Cultivation Online Chapter 1386 Seven Divine Sword Peaks Bahasa Indonesia
1386 Tujuh Puncak Pedang Ilahi
‘Tujuh Puncak Pedang Ilahi…’ Bahkan orang bukan siapa-siapa seperti Tian Yang pun pernah mendengar nama mereka.
Tujuh Puncak Pedang Ilahi berdiri sebagai kekuatan yang tangguh di Surga Ilahi, berada di peringkat 3 teratas di antara semua sekte. Membanggakan beberapa Immortal Emas di jajaran mereka, mereka terkenal karena kehebatan mereka dalam menghasilkan Master Pedang yang ulung.
Pria paruh baya yang memandu kelompok tersebut memegang posisi terhormat sebagai Pemimpin Sekte di sekte yang kuat ini—seorang Master Pedang terkenal bernama Tang Jian.
Ketika Tian Yang melihat Tang Jian mendekatinya, dia berdiri dan bertanya, “Ada apa?”
“Keparat kurang ajar ini!”
“Jaga mulutmu! Kamu pikir kamu sedang bicara dengan siapa?!” Orang-orang di belakang Tang Jian memelototinya.

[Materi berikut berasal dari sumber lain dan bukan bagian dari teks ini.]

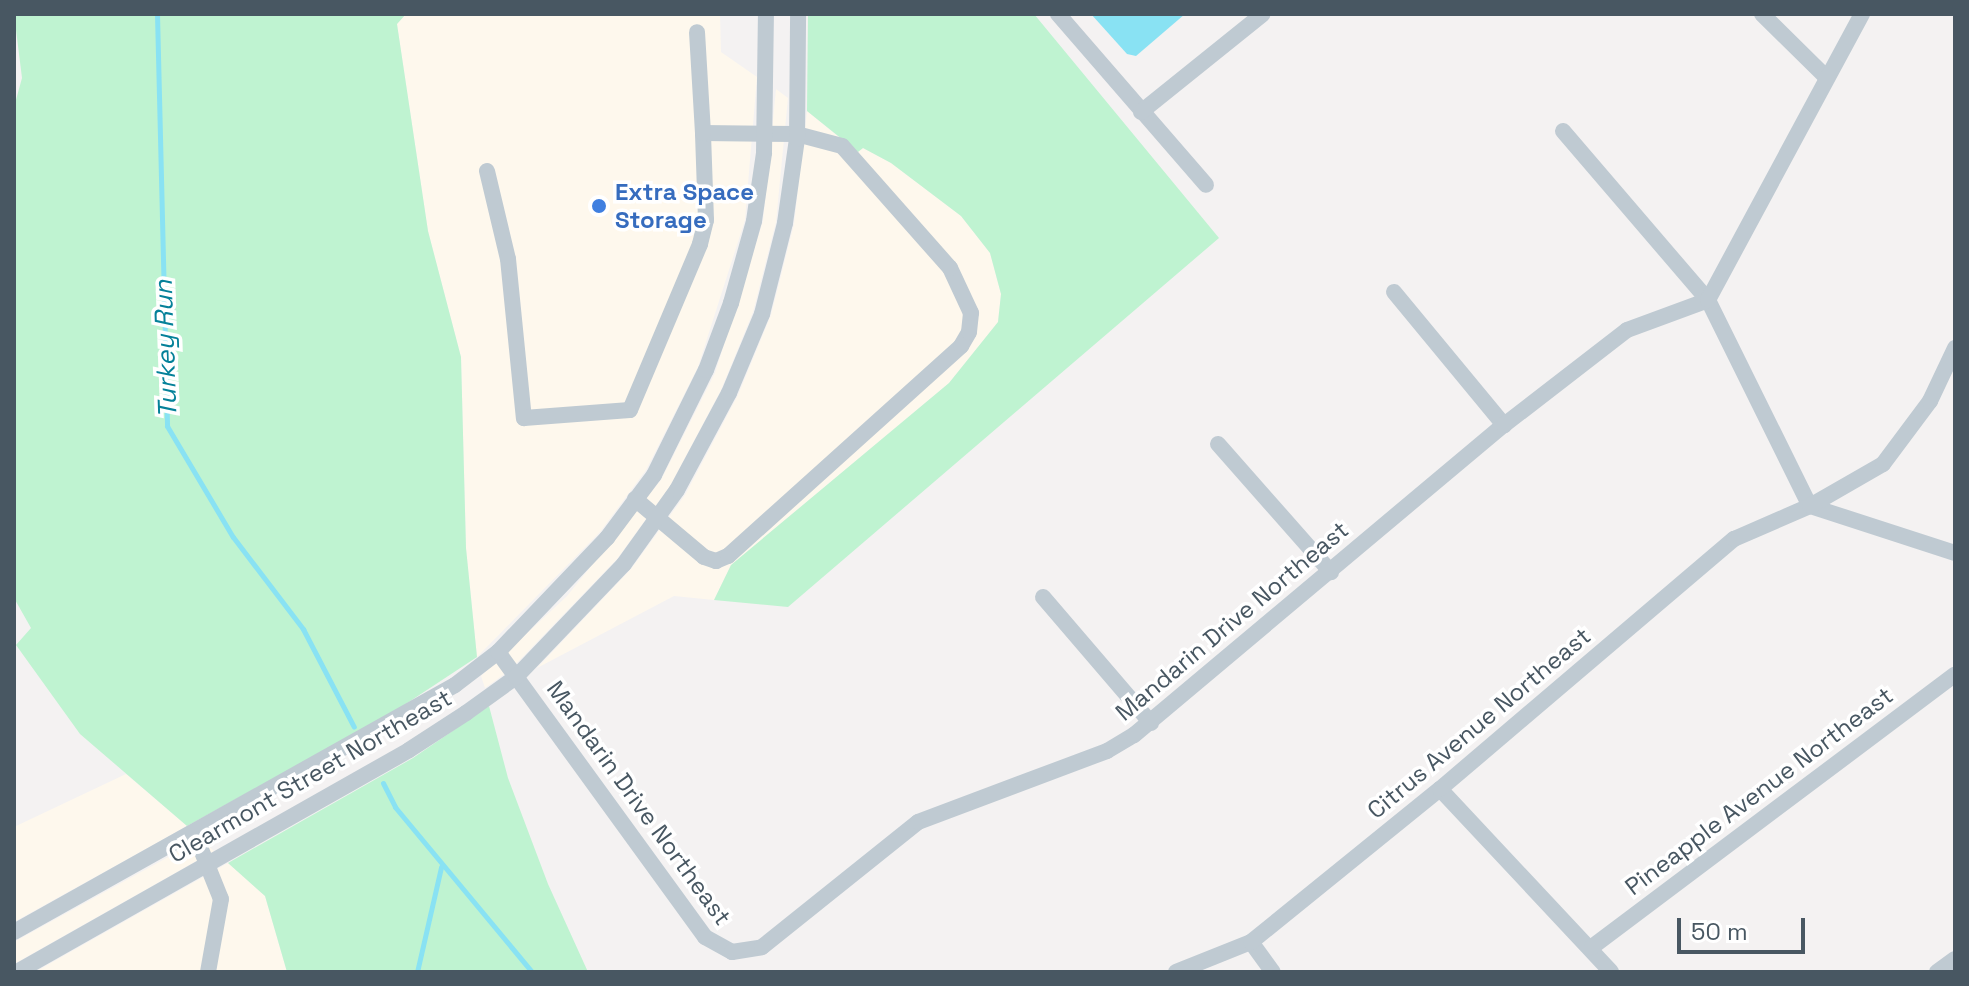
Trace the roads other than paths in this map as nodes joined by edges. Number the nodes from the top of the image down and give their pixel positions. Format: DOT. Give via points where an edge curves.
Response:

Tang Jian mengangkat tangannya dan memberi isyarat kepada murid-muridnya untuk tenang. Dia kemudian berbicara dengan nada tenang namun mendominasi, “Aku adalah Tang Jian, Pemimpin Sekte Tujuh Puncak Pedang Ilahi, dan aku ingin tahu nama teknik yang kau peroleh dari makam batu itu.”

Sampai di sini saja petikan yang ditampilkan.